> [WORK TO BE COMPLETED]:
Search the data for the string "Place" and copy each line in which it appears.

Saved entries

********

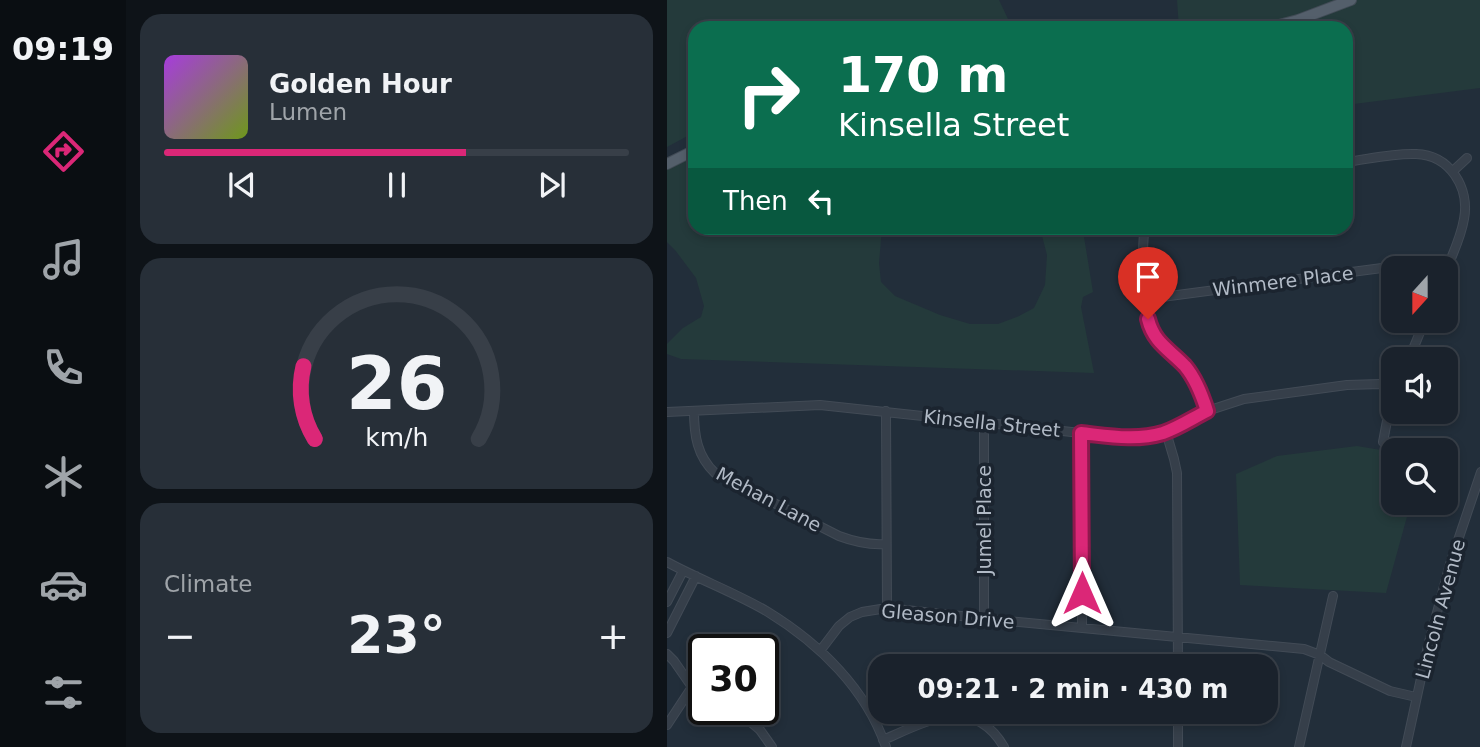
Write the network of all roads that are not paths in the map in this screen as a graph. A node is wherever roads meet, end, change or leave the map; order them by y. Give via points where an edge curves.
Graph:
1 (1351, 0) edge
2 (1294, 21) edge
3 (688, 154) edge
4 (1467, 158) dead end
5 (1353, 161) edge
6 (667, 164) edge
7 (1453, 172) junction
8 (1145, 235) edge
9 (1452, 256) edge
10 (1381, 268) edge
11 (1147, 299) junction
12 (1381, 384) edge
13 (694, 411) junction
14 (886, 411) junction
15 (1207, 411) junction
16 (667, 412) edge
17 (984, 422) junction
18 (1166, 432) junction
19 (1081, 433) junction
20 (1480, 472) edge
21 (885, 544) junction
22 (667, 562) edge
23 (683, 571) junction
24 (696, 576) junction
25 (1333, 596) dead end
26 (667, 602) edge
27 (887, 608) junction
28 (984, 618) junction
29 (1082, 627) junction
30 (667, 633) edge
31 (1178, 638) junction
32 (820, 651) junction
33 (667, 654) edge
34 (1178, 654) edge
35 (1320, 655) junction
36 (688, 681) edge
37 (688, 693) edge
38 (1416, 697) junction
39 (1178, 724) edge
40 (754, 725) edge
41 (667, 726) edge
42 (885, 743) edge
43 (772, 747) edge
44 (1004, 747) edge
45 (1178, 747) edge
46 (1299, 747) edge
47 (1405, 747) edge

1 - 2 main road
3 - 6 main road
4 - 7 street
5 - 7 street via 1418,154
7 - 9 street via 1466,204
8 - 11 street
10 - 11 street, Winmere Place
11 - 15 street via 1151,330 1187,369 1200,388
12 - 15 street, Kinsella Street via 1244,399
13 - 14 street, Kinsella Street via 820,405
13 - 16 street, Kinsella Street
13 - 21 street, Mehan Lane via 696,442 715,473 839,536 856,543
14 - 17 street, Kinsella Street
14 - 21 street
15 - 18 street, Kinsella Street
17 - 19 street, Kinsella Street
17 - 28 street, Jumel Place
18 - 19 street, Kinsella Street via 1142,437
18 - 31 street via 1177,472
19 - 29 street
20 - 38 street, Lincoln Avenue via 1450,564
21 - 27 street
22 - 23 street
23 - 24 street
23 - 26 street
24 - 30 street
24 - 32 street via 766,611
25 - 35 street
27 - 28 street, Gleason Drive
27 - 32 street, Gleason Drive via 850,617
28 - 29 street, Gleason Drive
29 - 31 street, Gleason Drive
31 - 34 street
31 - 35 street, Gleason Drive via 1304,649
32 - 42 street via 853,685
33 - 36 street
35 - 38 street, Gleason Drive via 1390,691
35 - 46 street
37 - 41 street
38 - 47 street, Lincoln Avenue
39 - 45 street
40 - 43 street
42 - 44 street via 929,721 954,715 987,726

********

> [YOUR RESPONSE]:
10 - 11 street, Winmere Place
17 - 28 street, Jumel Place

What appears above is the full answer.